On July 28, six weeks short of the September 7 presidential election date, Mubarak finally announced his candidacy, having "listened to individuals" who argued it was essential he run for a fifth term. Why all this coyness, you might ask, especially when the only vaguely viable contender, opposition politician Ayman Nour, has a prison sentence hanging over his head?
To understand this and a great deal more, we must endeavor to restore Egypt's leaders to their human context. Like most individuals, they are unwilling or unable to recognize their flaws, however tragically abundant the evidence. Take the secretary general of the ruling National Democratic Party, Safwat Sherif, for example, who insisted that Mubarak's delaying his candidacy announcement "was good for political life ... [I]t helps all candidates compete on an equal footing in a campaign that will be marked by integrity and transparency." Can this man hear himself? Probably not.
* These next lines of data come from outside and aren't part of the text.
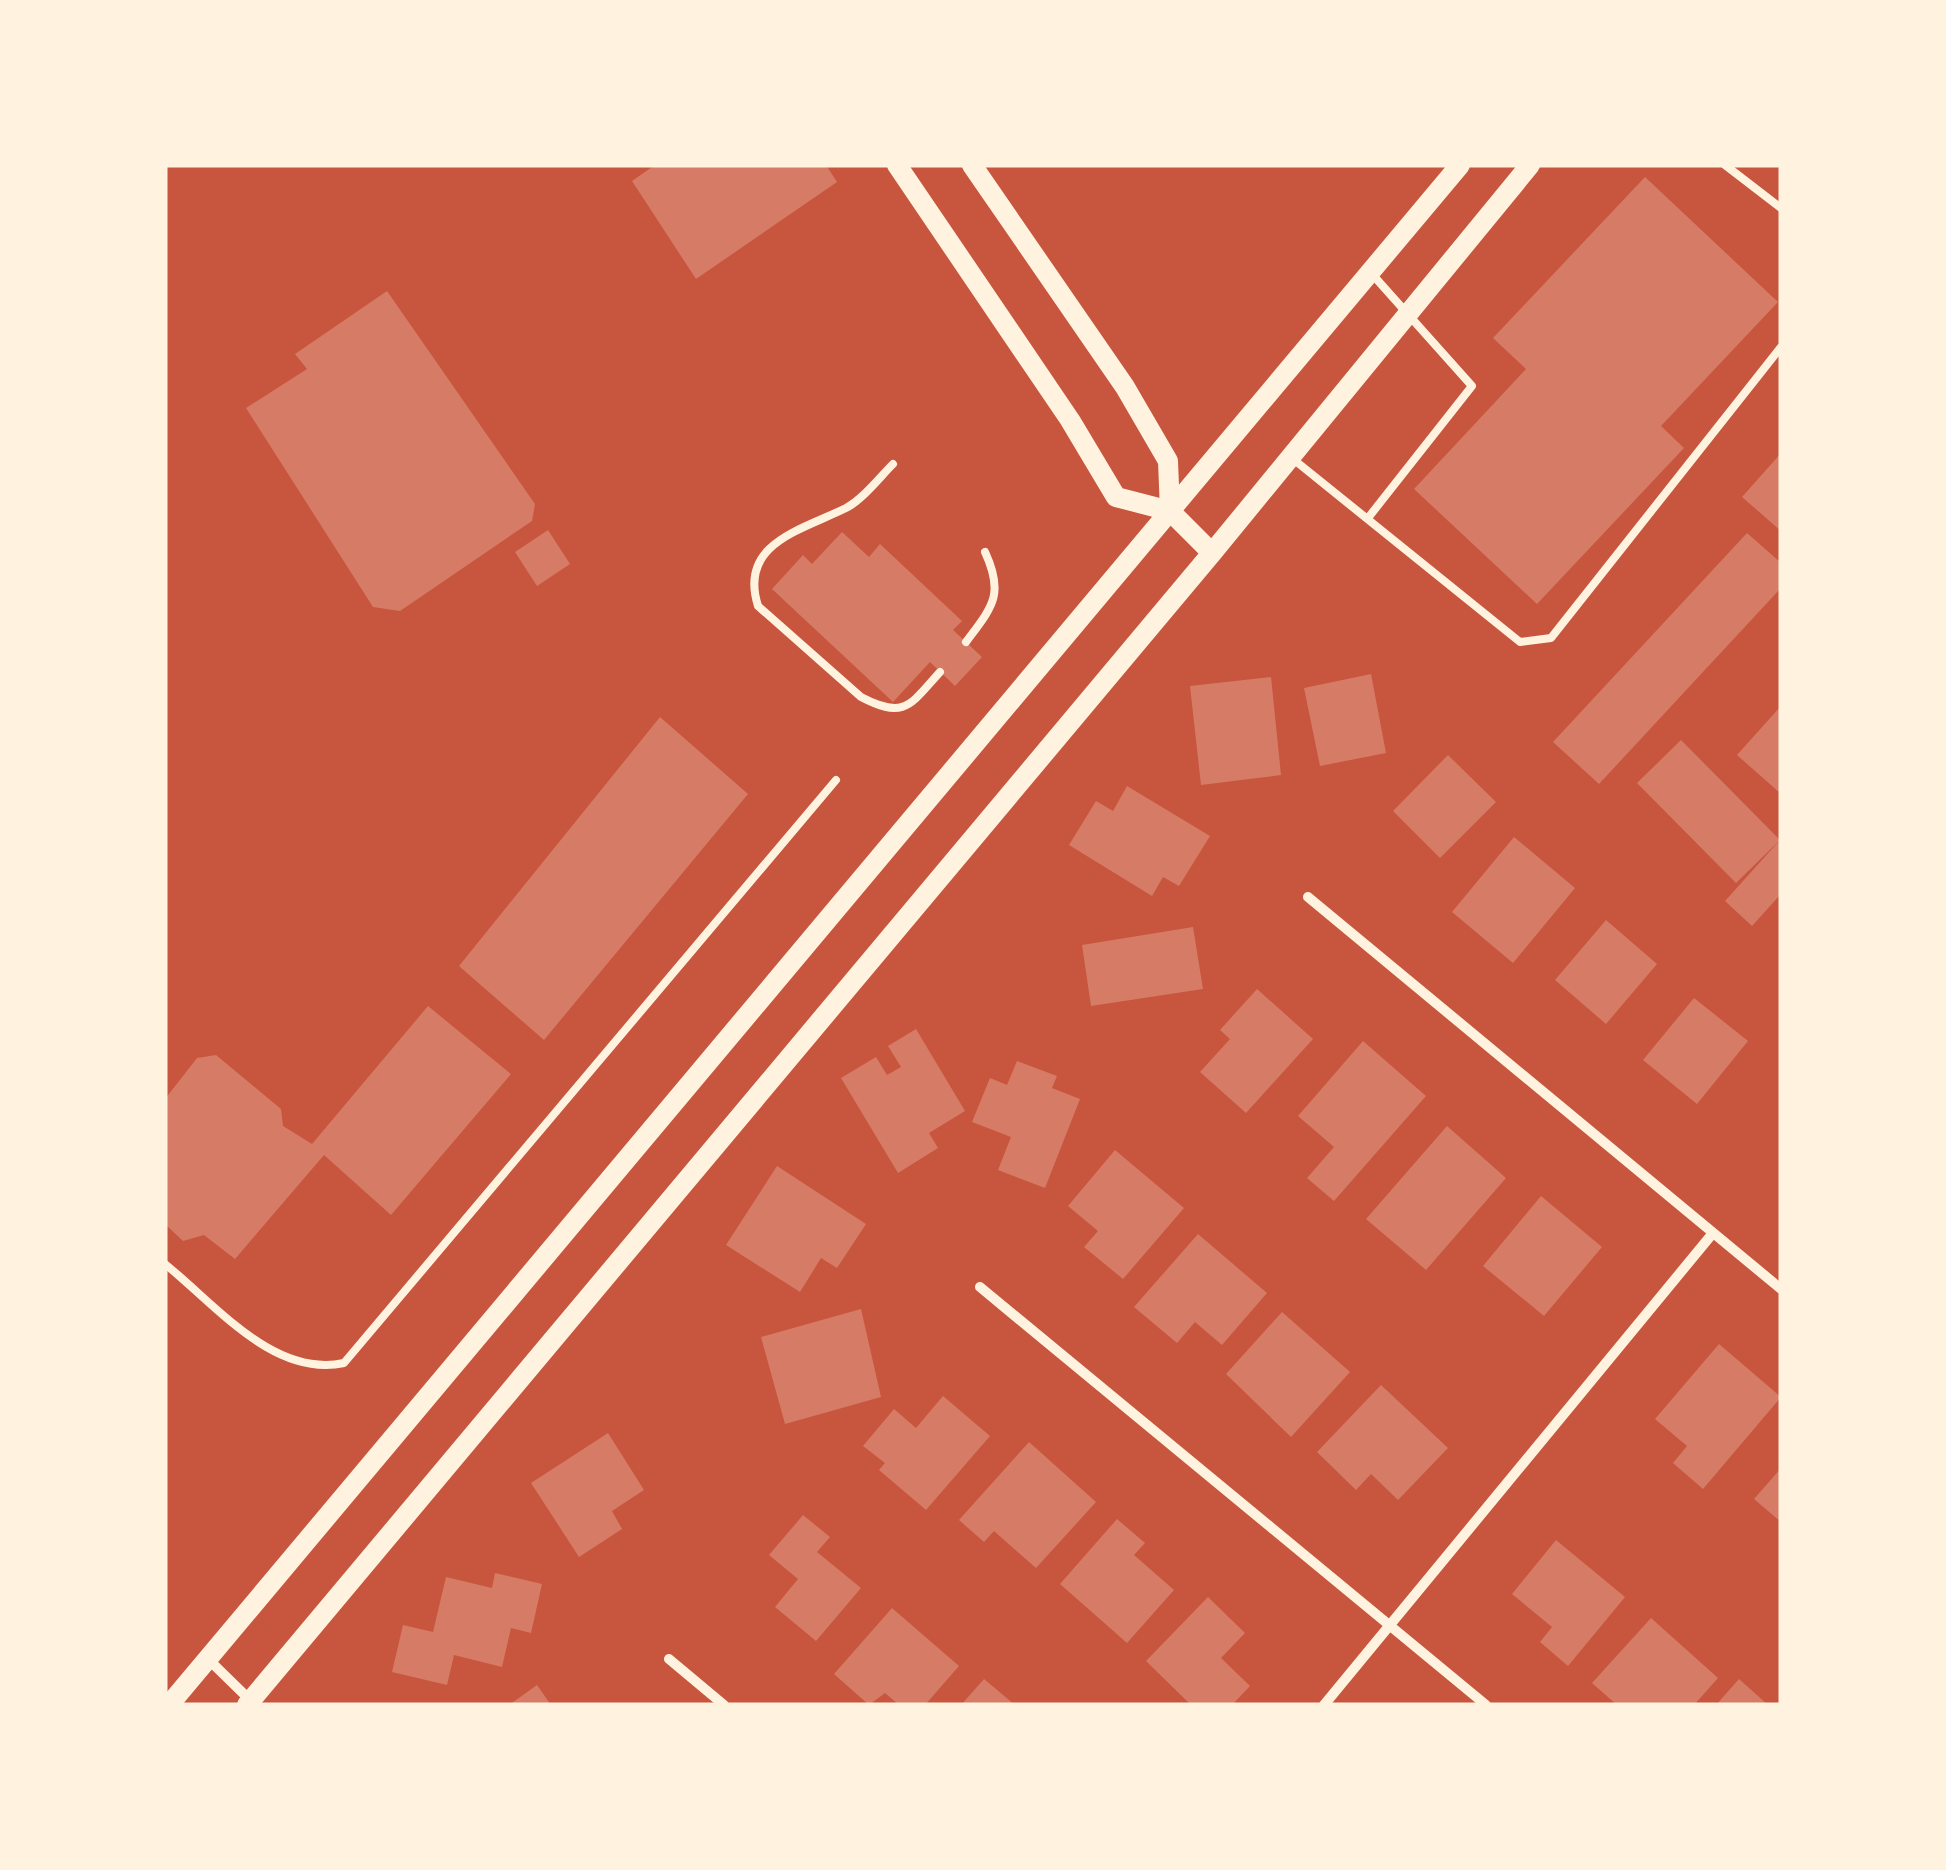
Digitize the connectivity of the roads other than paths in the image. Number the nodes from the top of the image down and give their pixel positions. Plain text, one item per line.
1 (896, 165) edge
2 (972, 165) edge
3 (1460, 165) edge
4 (1530, 165) edge
5 (1725, 165) edge
6 (1781, 208) edge
7 (1372, 274) junction
8 (1407, 316) junction
9 (1781, 347) edge
10 (1290, 456) junction
11 (893, 464) dead end
12 (1170, 510) junction
13 (1368, 518) junction
14 (986, 552) dead end
15 (1212, 552) junction
16 (966, 642) dead end
17 (940, 672) dead end
18 (836, 780) dead end
19 (1308, 897) dead end
20 (1713, 1233) junction
21 (165, 1264) edge
22 (980, 1287) dead end
23 (1781, 1289) edge
24 (1390, 1626) junction
25 (208, 1659) junction
26 (669, 1659) dead end
27 (255, 1704) edge
28 (169, 1705) edge
29 (724, 1705) edge
30 (1324, 1705) edge
31 (1486, 1705) edge

1 - 12 main road
2 - 12 main road
3 - 7 main road
4 - 8 main road
5 - 6 lane
7 - 8 lane
7 - 12 main road
8 - 10 main road
8 - 13 lane
9 - 13 lane
10 - 13 lane
10 - 15 main road
11 - 17 lane
12 - 15 main road
12 - 25 main road
14 - 16 lane
15 - 27 main road
18 - 21 lane
19 - 20 street
20 - 23 street
20 - 24 street
22 - 24 street
24 - 30 street
24 - 31 street
25 - 27 street
25 - 28 main road
26 - 29 street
Egypt's "old guard" can truthfully say - and does so with pride - that much has changed since it took power. However, the importance of critiquing that change escapes them. While there is nothing wrong with mature individuals pursuing a career so long as their performance is valid and subject to review, Egypt's elite has given old age a bad name. Having held the reins for so long, they not only feel entitled to act on their own behalf, but also that this is owed them for having devoted their lives to their country. Indeed, the line between personal interests and those of the Egyptian people is one they seem increasingly unable to distinguish.

Maria Golia, a long-time resident of Egypt, is the author of a book on Cairo titled "City of Sand." She wrote this commentary for THE DAILY STAR.